Top of Input

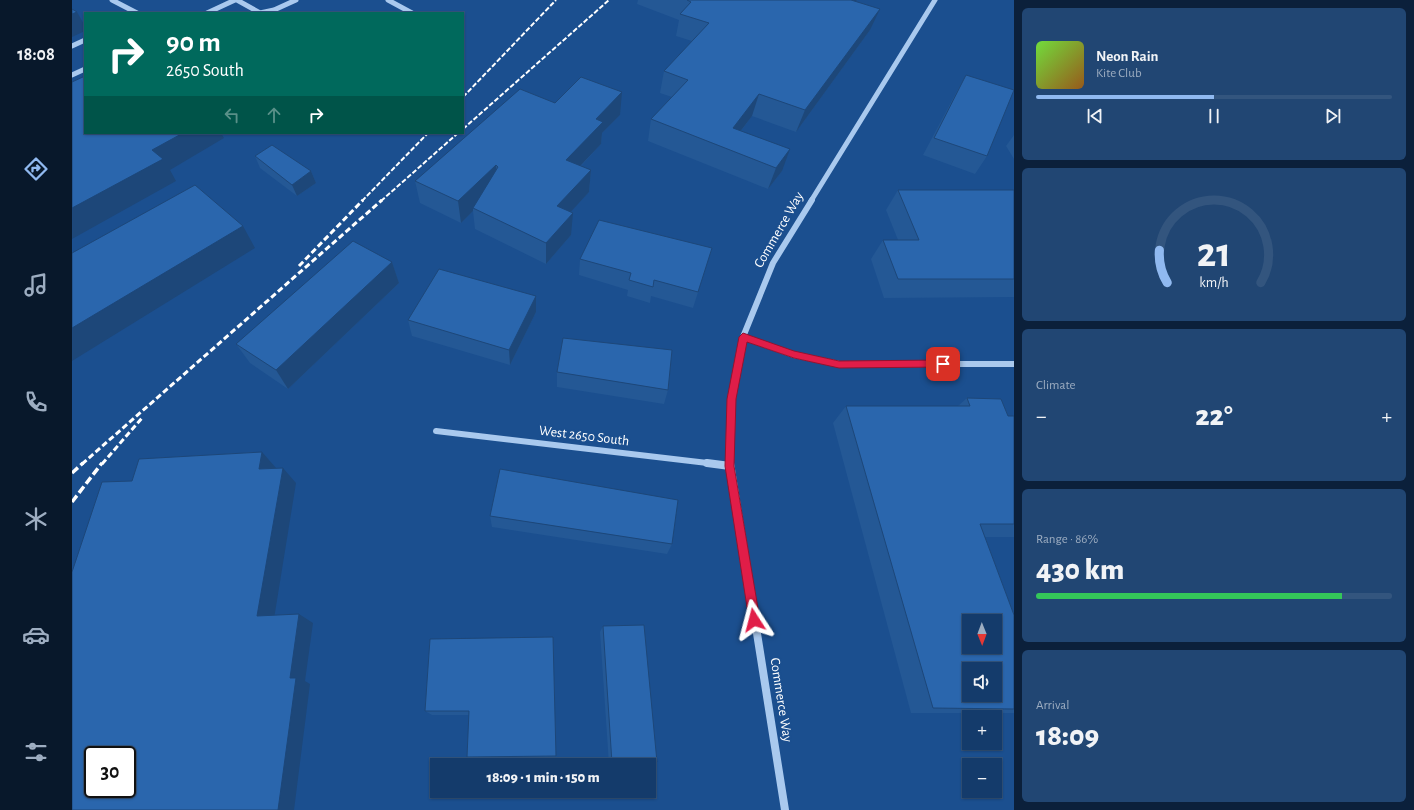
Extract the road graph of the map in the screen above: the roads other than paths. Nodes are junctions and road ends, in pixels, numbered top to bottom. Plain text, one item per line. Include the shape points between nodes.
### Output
1 (112, 0) edge
2 (236, 0) edge
3 (296, 0) edge
4 (388, 0) edge
5 (935, 0) edge
6 (135, 12) edge
7 (209, 12) edge
8 (258, 12) edge
9 (265, 12) edge
10 (410, 12) edge
11 (84, 40) edge
12 (72, 46) edge
13 (84, 69) edge
14 (72, 75) edge
15 (743, 337) junction
16 (1014, 364) edge
17 (436, 431) dead end
18 (730, 466) junction
19 (786, 810) edge

1 - 6 street
2 - 7 street
2 - 8 street
3 - 9 street
4 - 10 street
5 - 15 street, Commerce Way via 773,263
11 - 12 street
13 - 14 street
15 - 16 street via 794,355 839,364
15 - 18 street, Commerce Way via 732,399
17 - 18 street, West 2650 South
18 - 19 street, Commerce Way

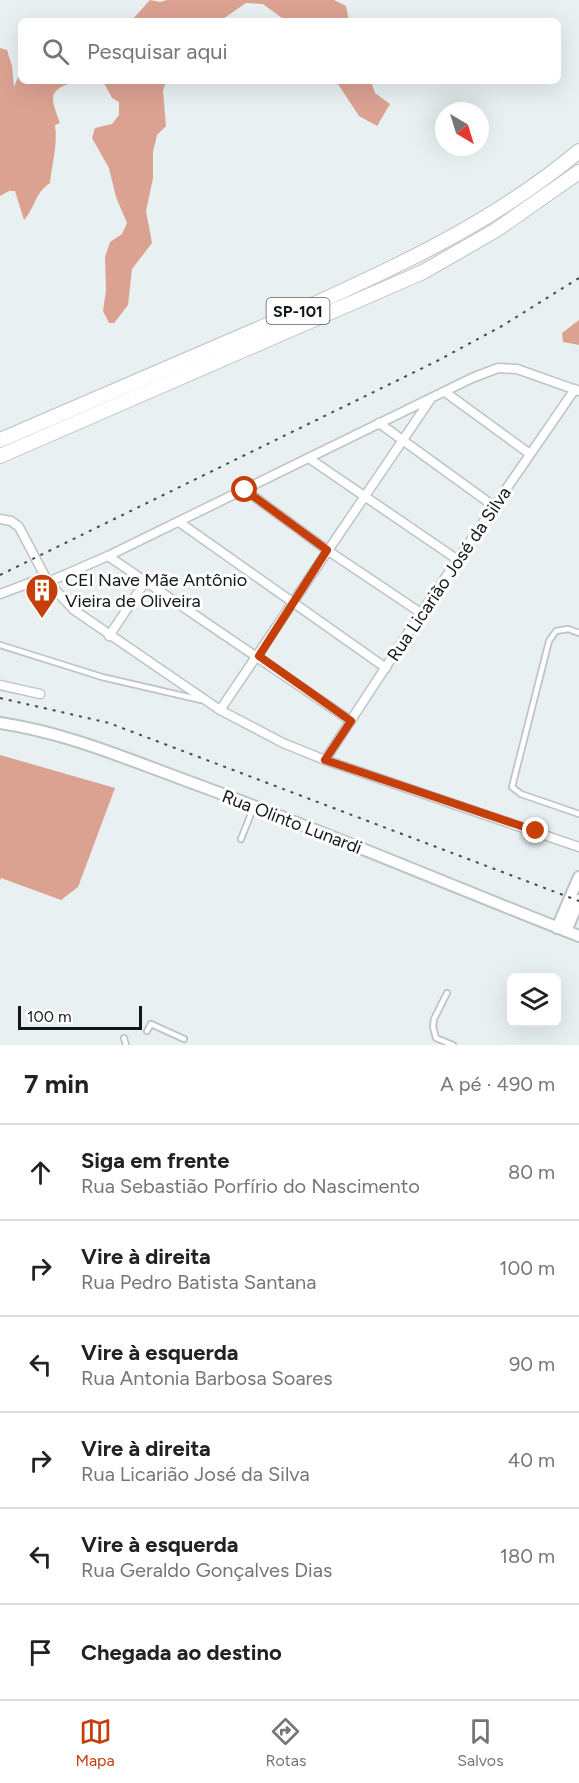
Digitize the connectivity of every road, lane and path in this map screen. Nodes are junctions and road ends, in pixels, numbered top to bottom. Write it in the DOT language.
graph roads {
  1 [pos="579,151"];
  2 [pos="579,172"];
  3 [pos="577,390"];
  4 [pos="445,392"];
  5 [pos="431,398"];
  6 [pos="379,423"];
  7 [pos="0,440"];
  8 [pos="402,442"];
  9 [pos="530,454"];
  10 [pos="0,456"];
  11 [pos="310,459"];
  12 [pos="245,490"];
  13 [pos="365,497"];
  14 [pos="495,507"];
  15 [pos="0,519"];
  16 [pos="179,522"];
  17 [pos="327,550"];
  18 [pos="108,556"];
  19 [pos="458,560"];
  20 [pos="48,582"];
  21 [pos="145,582"];
  22 [pos="0,594"];
  23 [pos="292,603"];
  24 [pos="421,613"];
  25 [pos="579,633"];
  26 [pos="109,636"];
  27 [pos="0,645"];
  28 [pos="259,656"];
  29 [pos="386,668"];
  30 [pos="0,686"];
  31 [pos="40,694"];
  32 [pos="206,701"];
  33 [pos="220,710"];
  34 [pos="351,721"];
  35 [pos="0,723"];
  36 [pos="325,760"];
  37 [pos="254,806"];
  38 [pos="579,814"];
  39 [pos="241,839"];
  40 [pos="578,848"];
  41 [pos="579,877"];
  42 [pos="579,900"];
  43 [pos="561,929"];
  44 [pos="579,936"];
  45 [pos="447,993"];
  46 [pos="147,1031"];
  47 [pos="124,1038"];
  48 [pos="184,1039"];
  49 [pos="126,1045"];
  50 [pos="453,1045"];
  1 -- 7 [label="highway, SP-101"];
  2 -- 10 [label="highway, SP-101"];
  3 -- 4 [label="street"];
  3 -- 9 [label="street, Rua Licarião José da Silva"];
  4 -- 5 [label="street"];
  4 -- 9 [label="street"];
  5 -- 6 [label="street"];
  5 -- 8 [label="street"];
  6 -- 8 [label="street"];
  6 -- 11 [label="street"];
  8 -- 13 [label="street"];
  8 -- 14 [label="street"];
  9 -- 14 [label="street, Rua Licarião José da Silva"];
  11 -- 12 [label="street"];
  11 -- 13 [label="street"];
  12 -- 16 [label="street"];
  12 -- 17 [label="street"];
  13 -- 17 [label="street"];
  13 -- 19 [label="street"];
  14 -- 19 [label="street, Rua Licarião José da Silva"];
  15 -- 20 [label="street"];
  16 -- 18 [label="street"];
  16 -- 23 [label="street"];
  17 -- 23 [label="street"];
  17 -- 24 [label="street"];
  18 -- 20 [label="street"];
  18 -- 21 [label="street"];
  19 -- 24 [label="street, Rua Licarião José da Silva"];
  20 -- 22 [label="street"];
  20 -- 26 [label="street"];
  21 -- 26 [label="street"];
  21 -- 28 [label="street"];
  23 -- 28 [label="street"];
  23 -- 29 [label="street"];
  24 -- 29 [label="street, Rua Licarião José da Silva"];
  25 -- 38 [label="lane"];
  26 -- 32 [label="street"];
  27 -- 32 [label="lane"];
  28 -- 33 [label="street"];
  28 -- 34 [label="street"];
  29 -- 34 [label="street, Rua Licarião José da Silva"];
  30 -- 31 [label="street"];
  32 -- 33 [label="street"];
  33 -- 36 [label="street"];
  34 -- 36 [label="street, Rua Licarião José da Silva"];
  35 -- 37 [label="street, Rua Olinto Lunardi"];
  36 -- 40 [label="street"];
  37 -- 39 [label="lane"];
  37 -- 43 [label="street, Rua Olinto Lunardi"];
  41 -- 43 [label="street"];
  42 -- 43 [label="street"];
  43 -- 44 [label="street, Rua Olinto Lunardi"];
  45 -- 50 [label="lane"];
  46 -- 48 [label="lane"];
  47 -- 49 [label="lane"];
}
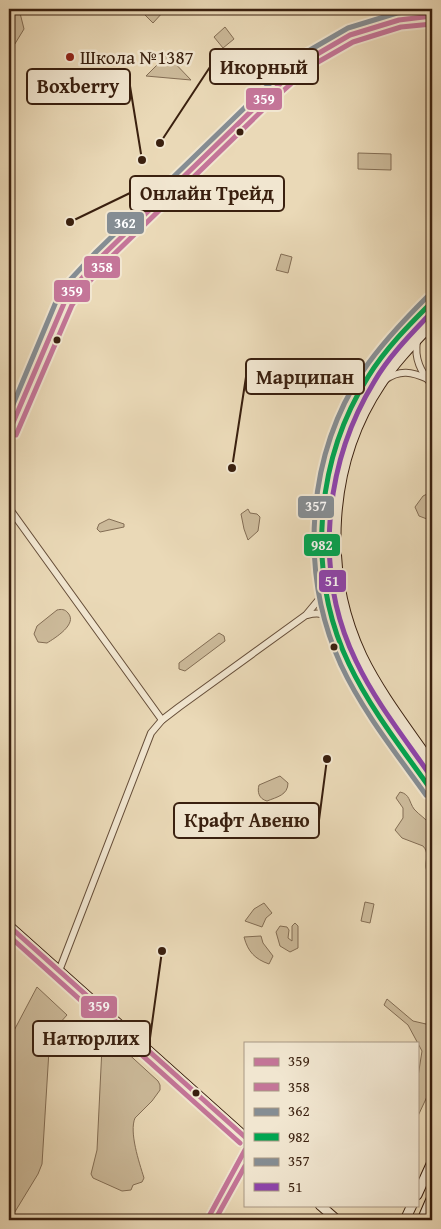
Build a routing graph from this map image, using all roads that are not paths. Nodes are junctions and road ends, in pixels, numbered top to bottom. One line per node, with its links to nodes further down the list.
1 (432, 16): 7 (main road)
2 (432, 302): 9 (main road)
3 (432, 324): 4 (main road)
4 (417, 340): 5 (street); 6 (main road)
5 (430, 382): 6 (street)
6 (380, 384): 12 (main road)
7 (9, 432)
8 (9, 508): 14 (street)
9 (325, 585): 10 (street); 11 (main road)
10 (306, 615): 11 (street); 14 (street)
11 (334, 624): 13 (main road)
12 (372, 675): 13 (street); 15 (main road)
13 (359, 682): 16 (main road)
14 (162, 720): 18 (street)
15 (432, 764)
16 (432, 791)
17 (9, 926): 18 (main road)
18 (60, 971): 19 (main road)
19 (244, 1136)
20 (244, 1152): 26 (street)
21 (432, 1162): 22 (main road)
22 (418, 1193)
23 (432, 1197): 29 (main road)
24 (321, 1206): 27 (main road)
25 (412, 1206): 28 (main road)
26 (207, 1220)
27 (337, 1220)
28 (405, 1220)
29 (422, 1220)

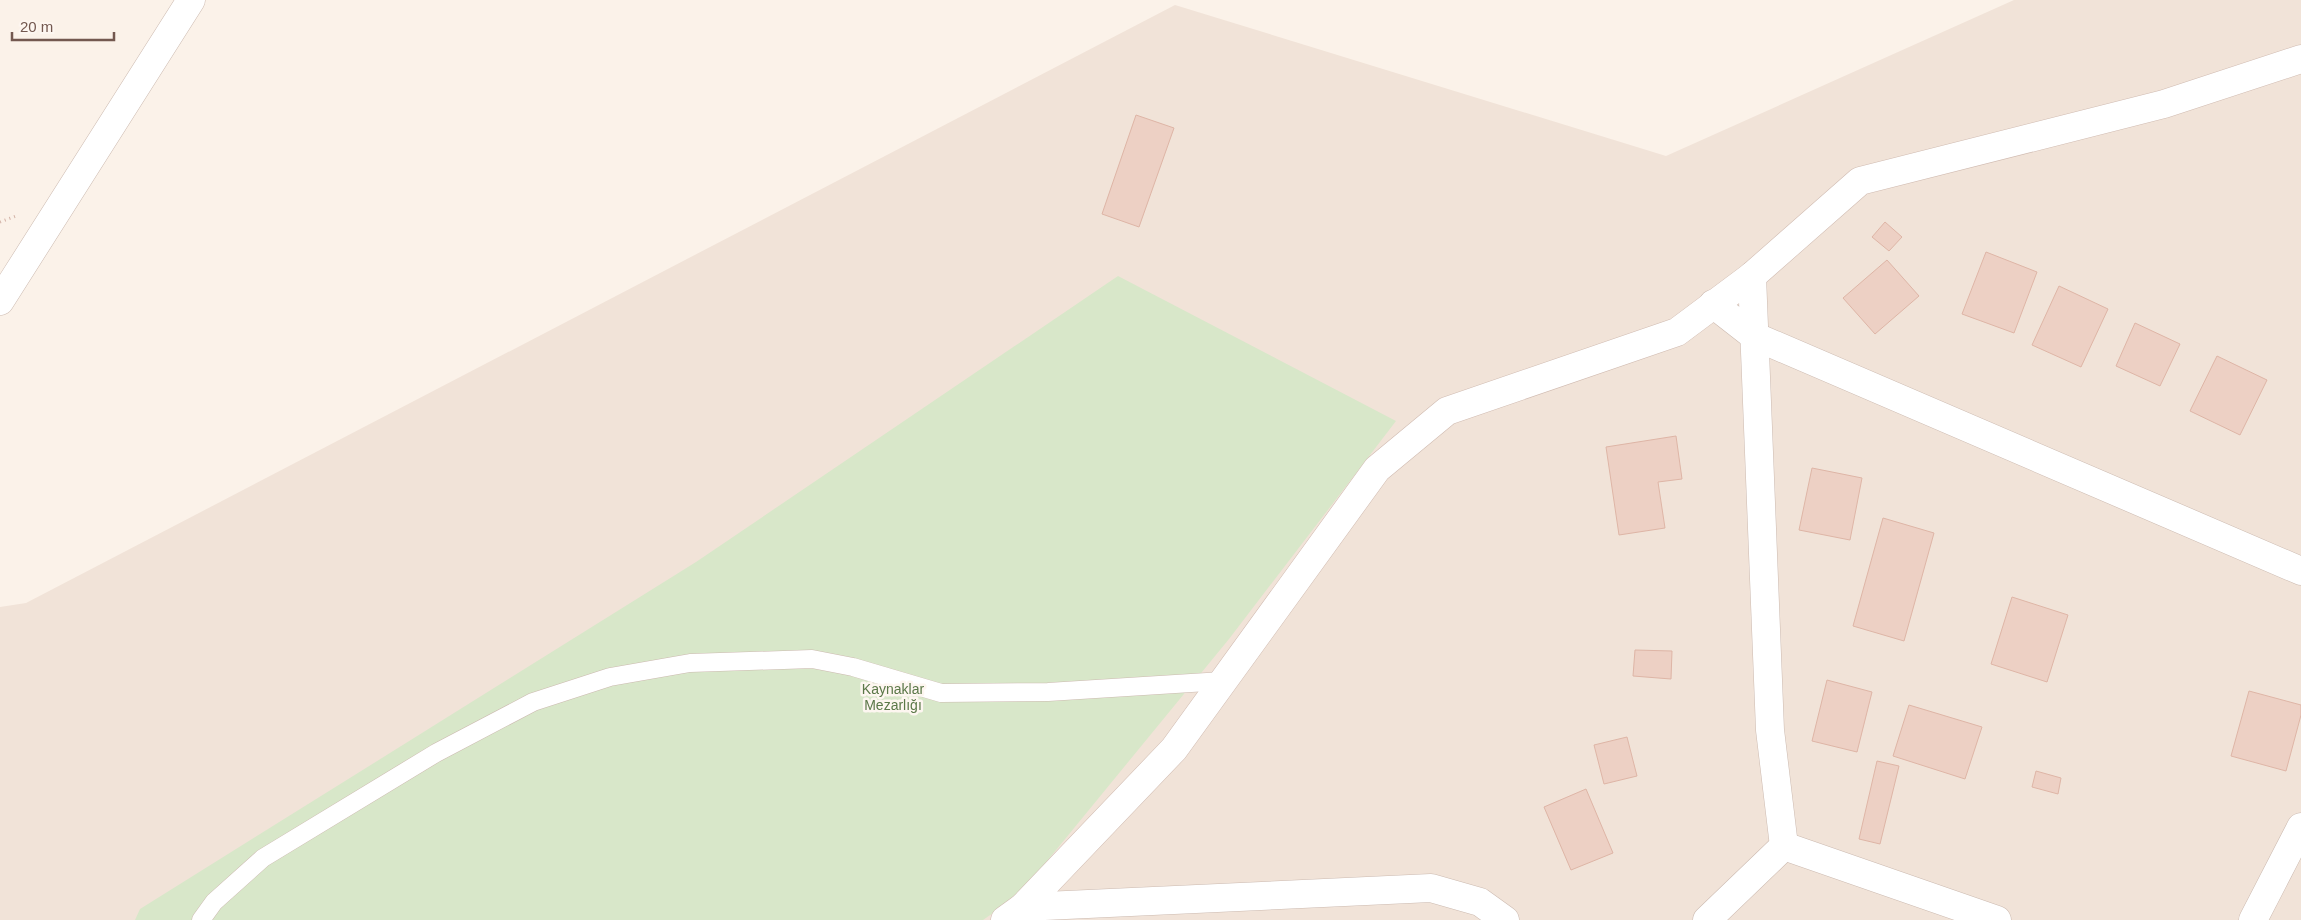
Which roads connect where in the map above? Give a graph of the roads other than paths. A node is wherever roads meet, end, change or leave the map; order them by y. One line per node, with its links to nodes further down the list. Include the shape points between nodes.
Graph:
1 (191, 0): 4 (street)
2 (2301, 59): 3 (street, via 2164,104 1860,181)
3 (1752, 276): 5 (street); 6 (street)
4 (0, 301)
5 (1713, 304): 6 (street); 8 (street, via 1677,332 1447,411 1377,469)
6 (1754, 336): 7 (street); 10 (street, via 1770,730)
7 (2301, 572)
8 (1223, 681): 11 (street, via 1174,749); 12 (lane, via 1048,692 941,693 853,667 812,659 690,663 610,677 533,702 436,753 263,858 214,902)
9 (2301, 827): 16 (street)
10 (1784, 846): 14 (street); 15 (street)
11 (1014, 913): 13 (street, via 1431,888 1480,902)
12 (200, 920)
13 (1504, 920)
14 (1707, 920)
15 (1997, 920)
16 (2254, 920)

Bottom of Input

Write out every entry above exactly as it stands, minus the pictures.

Written solution:
Extract the road graph of the map in the screen above: the roads other than paths. Nodes are junctions and road ends, in pixels, numbered top to bottom. Plain text, one item per line. Include the shape points between nodes.
### Output
1 (112, 0) edge
2 (236, 0) edge
3 (296, 0) edge
4 (388, 0) edge
5 (935, 0) edge
6 (135, 12) edge
7 (209, 12) edge
8 (258, 12) edge
9 (265, 12) edge
10 (410, 12) edge
11 (84, 40) edge
12 (72, 46) edge
13 (84, 69) edge
14 (72, 75) edge
15 (743, 337) junction
16 (1014, 364) edge
17 (436, 431) dead end
18 (730, 466) junction
19 (786, 810) edge

1 - 6 street
2 - 7 street
2 - 8 street
3 - 9 street
4 - 10 street
5 - 15 street, Commerce Way via 773,263
11 - 12 street
13 - 14 street
15 - 16 street via 794,355 839,364
15 - 18 street, Commerce Way via 732,399
17 - 18 street, West 2650 South
18 - 19 street, Commerce Way

Digitize the connectivity of every road, lane and path in this map screen. Nodes are junctions and road ends, in pixels, numbered top to bottom. Write it in the DOT language.
graph roads {
  1 [pos="579,151"];
  2 [pos="579,172"];
  3 [pos="577,390"];
  4 [pos="445,392"];
  5 [pos="431,398"];
  6 [pos="379,423"];
  7 [pos="0,440"];
  8 [pos="402,442"];
  9 [pos="530,454"];
  10 [pos="0,456"];
  11 [pos="310,459"];
  12 [pos="245,490"];
  13 [pos="365,497"];
  14 [pos="495,507"];
  15 [pos="0,519"];
  16 [pos="179,522"];
  17 [pos="327,550"];
  18 [pos="108,556"];
  19 [pos="458,560"];
  20 [pos="48,582"];
  21 [pos="145,582"];
  22 [pos="0,594"];
  23 [pos="292,603"];
  24 [pos="421,613"];
  25 [pos="579,633"];
  26 [pos="109,636"];
  27 [pos="0,645"];
  28 [pos="259,656"];
  29 [pos="386,668"];
  30 [pos="0,686"];
  31 [pos="40,694"];
  32 [pos="206,701"];
  33 [pos="220,710"];
  34 [pos="351,721"];
  35 [pos="0,723"];
  36 [pos="325,760"];
  37 [pos="254,806"];
  38 [pos="579,814"];
  39 [pos="241,839"];
  40 [pos="578,848"];
  41 [pos="579,877"];
  42 [pos="579,900"];
  43 [pos="561,929"];
  44 [pos="579,936"];
  45 [pos="447,993"];
  46 [pos="147,1031"];
  47 [pos="124,1038"];
  48 [pos="184,1039"];
  49 [pos="126,1045"];
  50 [pos="453,1045"];
  1 -- 7 [label="highway, SP-101"];
  2 -- 10 [label="highway, SP-101"];
  3 -- 4 [label="street"];
  3 -- 9 [label="street, Rua Licarião José da Silva"];
  4 -- 5 [label="street"];
  4 -- 9 [label="street"];
  5 -- 6 [label="street"];
  5 -- 8 [label="street"];
  6 -- 8 [label="street"];
  6 -- 11 [label="street"];
  8 -- 13 [label="street"];
  8 -- 14 [label="street"];
  9 -- 14 [label="street, Rua Licarião José da Silva"];
  11 -- 12 [label="street"];
  11 -- 13 [label="street"];
  12 -- 16 [label="street"];
  12 -- 17 [label="street"];
  13 -- 17 [label="street"];
  13 -- 19 [label="street"];
  14 -- 19 [label="street, Rua Licarião José da Silva"];
  15 -- 20 [label="street"];
  16 -- 18 [label="street"];
  16 -- 23 [label="street"];
  17 -- 23 [label="street"];
  17 -- 24 [label="street"];
  18 -- 20 [label="street"];
  18 -- 21 [label="street"];
  19 -- 24 [label="street, Rua Licarião José da Silva"];
  20 -- 22 [label="street"];
  20 -- 26 [label="street"];
  21 -- 26 [label="street"];
  21 -- 28 [label="street"];
  23 -- 28 [label="street"];
  23 -- 29 [label="street"];
  24 -- 29 [label="street, Rua Licarião José da Silva"];
  25 -- 38 [label="lane"];
  26 -- 32 [label="street"];
  27 -- 32 [label="lane"];
  28 -- 33 [label="street"];
  28 -- 34 [label="street"];
  29 -- 34 [label="street, Rua Licarião José da Silva"];
  30 -- 31 [label="street"];
  32 -- 33 [label="street"];
  33 -- 36 [label="street"];
  34 -- 36 [label="street, Rua Licarião José da Silva"];
  35 -- 37 [label="street, Rua Olinto Lunardi"];
  36 -- 40 [label="street"];
  37 -- 39 [label="lane"];
  37 -- 43 [label="street, Rua Olinto Lunardi"];
  41 -- 43 [label="street"];
  42 -- 43 [label="street"];
  43 -- 44 [label="street, Rua Olinto Lunardi"];
  45 -- 50 [label="lane"];
  46 -- 48 [label="lane"];
  47 -- 49 [label="lane"];
}
Build a routing graph from this map image, using all roads that are not paths. Nodes are junctions and road ends, in pixels, numbered top to bottom. One line per node, with its links to nodes further down the list.
1 (432, 16): 7 (main road)
2 (432, 302): 9 (main road)
3 (432, 324): 4 (main road)
4 (417, 340): 5 (street); 6 (main road)
5 (430, 382): 6 (street)
6 (380, 384): 12 (main road)
7 (9, 432)
8 (9, 508): 14 (street)
9 (325, 585): 10 (street); 11 (main road)
10 (306, 615): 11 (street); 14 (street)
11 (334, 624): 13 (main road)
12 (372, 675): 13 (street); 15 (main road)
13 (359, 682): 16 (main road)
14 (162, 720): 18 (street)
15 (432, 764)
16 (432, 791)
17 (9, 926): 18 (main road)
18 (60, 971): 19 (main road)
19 (244, 1136)
20 (244, 1152): 26 (street)
21 (432, 1162): 22 (main road)
22 (418, 1193)
23 (432, 1197): 29 (main road)
24 (321, 1206): 27 (main road)
25 (412, 1206): 28 (main road)
26 (207, 1220)
27 (337, 1220)
28 (405, 1220)
29 (422, 1220)

Which roads connect where in the map above? Give a graph of the roads other than paths. A node is wherever roads meet, end, change or leave the map; order them by y. One line per node, with its links to nodes further down the list. Include the shape points between nodes.
Graph:
1 (191, 0): 4 (street)
2 (2301, 59): 3 (street, via 2164,104 1860,181)
3 (1752, 276): 5 (street); 6 (street)
4 (0, 301)
5 (1713, 304): 6 (street); 8 (street, via 1677,332 1447,411 1377,469)
6 (1754, 336): 7 (street); 10 (street, via 1770,730)
7 (2301, 572)
8 (1223, 681): 11 (street, via 1174,749); 12 (lane, via 1048,692 941,693 853,667 812,659 690,663 610,677 533,702 436,753 263,858 214,902)
9 (2301, 827): 16 (street)
10 (1784, 846): 14 (street); 15 (street)
11 (1014, 913): 13 (street, via 1431,888 1480,902)
12 (200, 920)
13 (1504, 920)
14 (1707, 920)
15 (1997, 920)
16 (2254, 920)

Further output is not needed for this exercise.